**Provided data**:
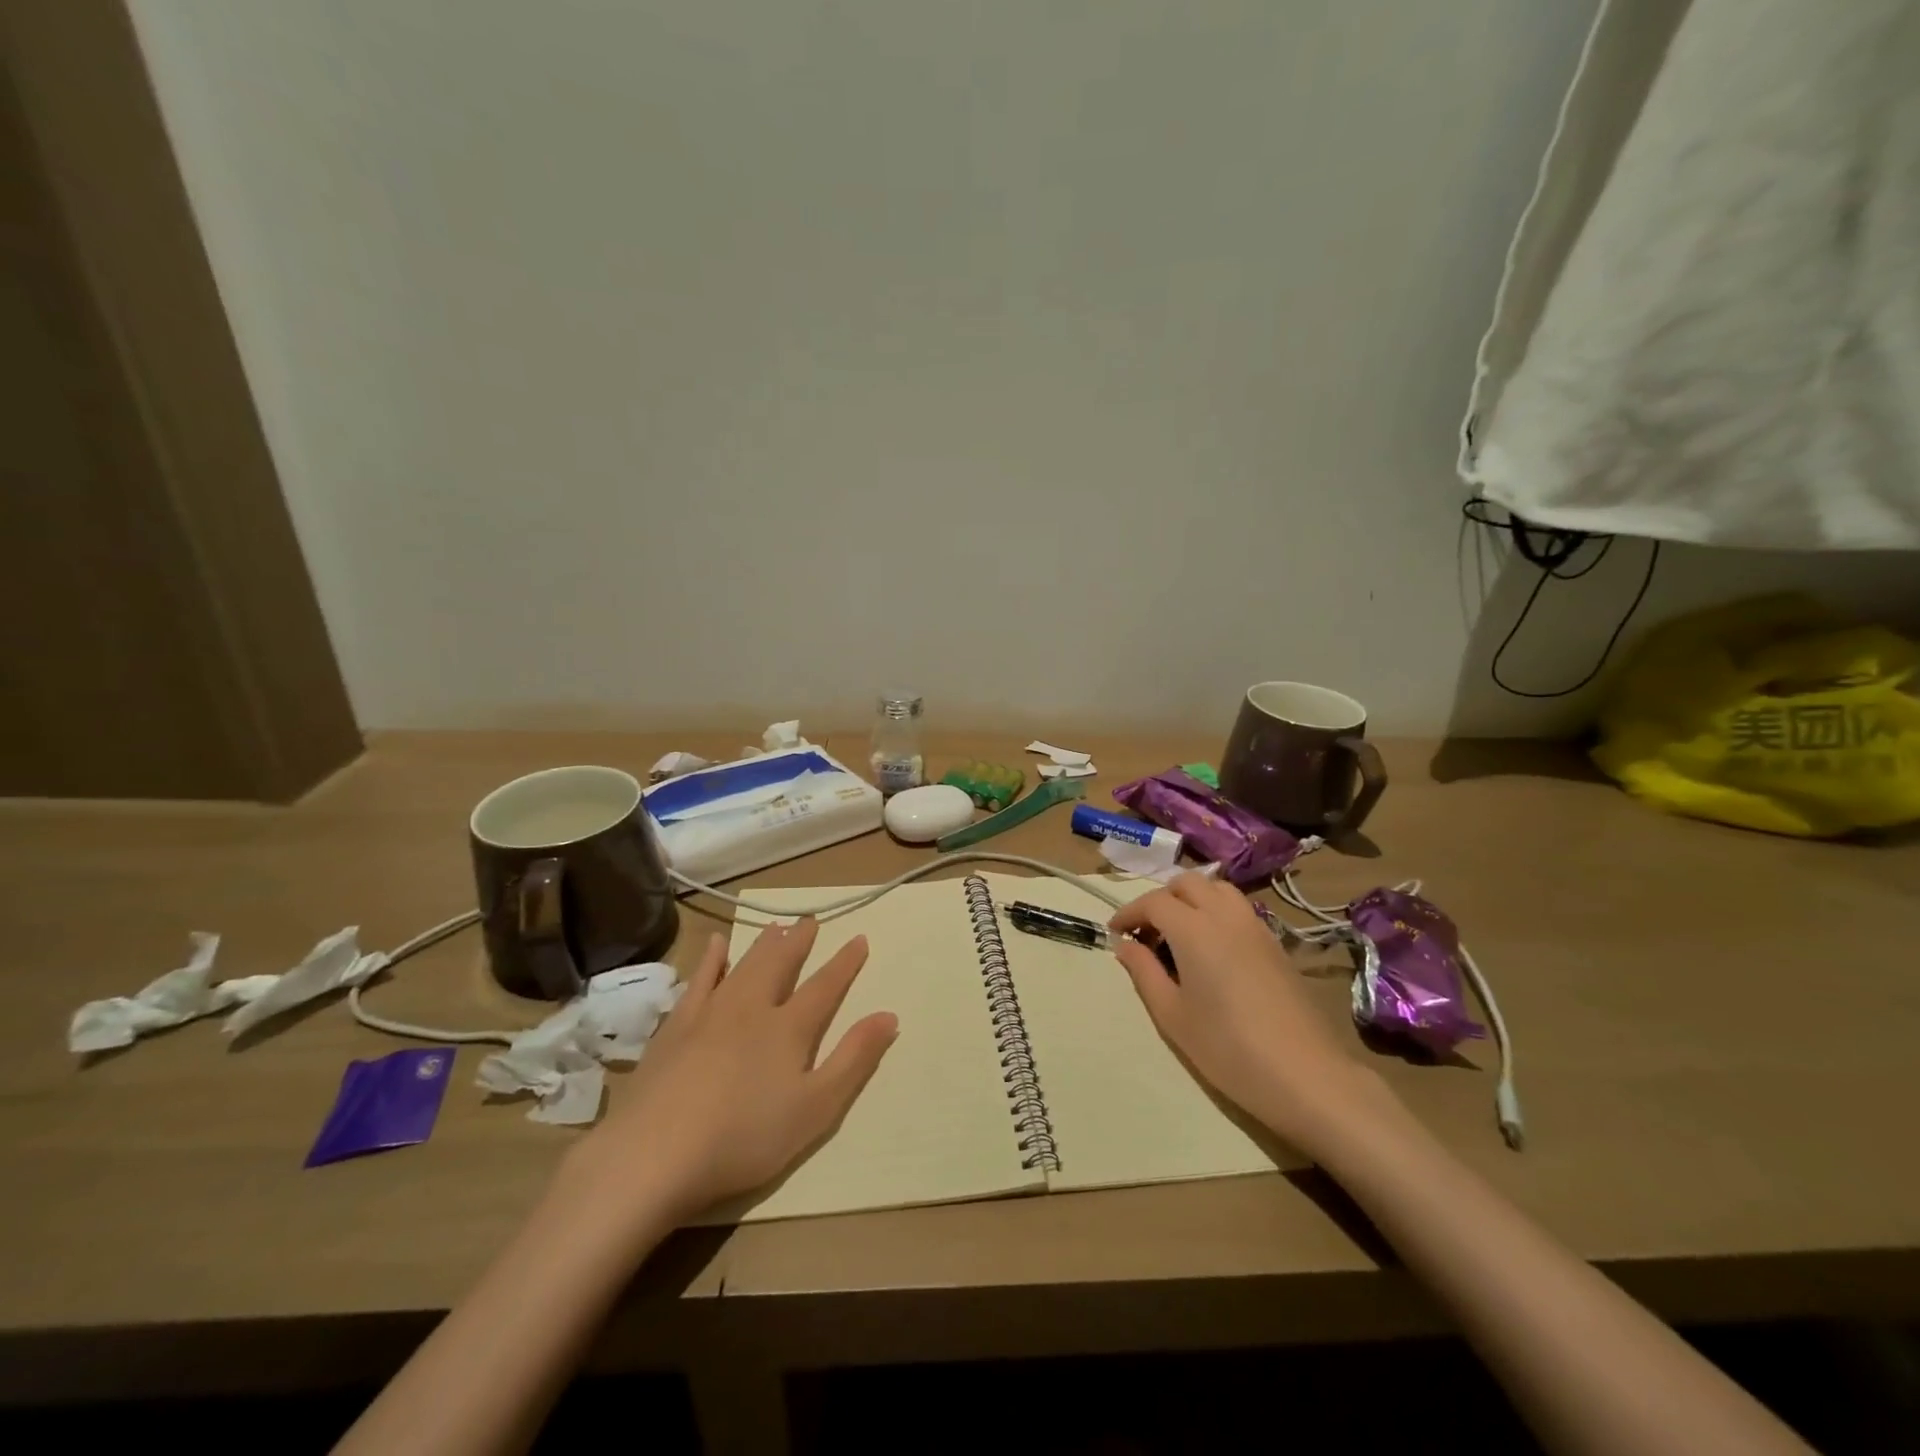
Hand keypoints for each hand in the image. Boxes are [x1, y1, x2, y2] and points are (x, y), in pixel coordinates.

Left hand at [557, 919, 897, 1241]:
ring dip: (762, 944)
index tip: (859, 938)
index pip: (825, 986)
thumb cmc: (744, 1137)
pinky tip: (716, 946)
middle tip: (810, 920)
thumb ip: (854, 1059)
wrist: (655, 1153)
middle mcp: (752, 1008)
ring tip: (775, 925)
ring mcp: (710, 1013)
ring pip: (744, 965)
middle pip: (780, 964)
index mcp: (789, 1028)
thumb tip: (889, 1015)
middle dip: (799, 941)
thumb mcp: (816, 1108)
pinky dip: (712, 960)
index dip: (845, 963)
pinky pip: (699, 980)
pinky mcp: (676, 1026)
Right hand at [1109, 874, 1373, 1154]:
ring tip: (1179, 935)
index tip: (1115, 934)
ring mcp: (1255, 926)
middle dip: (1160, 899)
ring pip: (1217, 889)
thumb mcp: (1172, 1016)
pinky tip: (1212, 950)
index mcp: (1194, 929)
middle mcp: (1225, 915)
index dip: (1129, 913)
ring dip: (1191, 899)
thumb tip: (1125, 945)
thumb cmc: (1228, 1049)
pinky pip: (1238, 909)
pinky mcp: (1276, 943)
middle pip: (1186, 884)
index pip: (1153, 902)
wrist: (1306, 1075)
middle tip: (1147, 933)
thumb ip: (1144, 972)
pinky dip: (1216, 912)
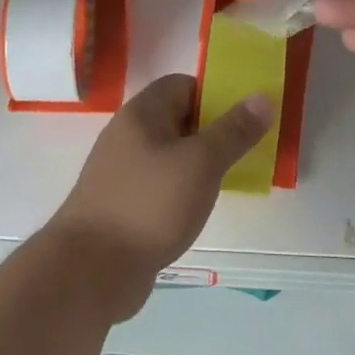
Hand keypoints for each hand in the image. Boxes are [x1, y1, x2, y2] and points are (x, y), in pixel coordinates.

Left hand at [45, 74, 269, 321]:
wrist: (91, 269)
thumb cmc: (150, 204)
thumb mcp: (201, 163)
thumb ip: (234, 131)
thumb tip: (262, 98)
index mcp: (142, 113)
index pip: (182, 85)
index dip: (215, 95)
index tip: (245, 118)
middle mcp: (127, 135)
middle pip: (176, 119)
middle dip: (212, 132)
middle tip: (245, 151)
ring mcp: (121, 171)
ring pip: (169, 155)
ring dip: (197, 164)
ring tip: (229, 180)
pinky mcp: (121, 204)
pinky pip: (159, 185)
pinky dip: (180, 190)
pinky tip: (197, 209)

**Task brief**:
The required answer is each line of the data in which the word "pinky" appears.

**Response below**:
pinky tip: (716, 946)
pinky dip: (712, 960)
pinky pip: (699, 980)
pinky mcp: (676, 1026)
pinky tip: (1212, 950)
pinky pip: (1238, 909)
pinky mcp: (1276, 943)
pinky dip: (1216, 912)
pinky mcp: (121, 204)
pinky pip: (159, 185)
pinky dip: (180, 190)
pinky tip: (197, 209)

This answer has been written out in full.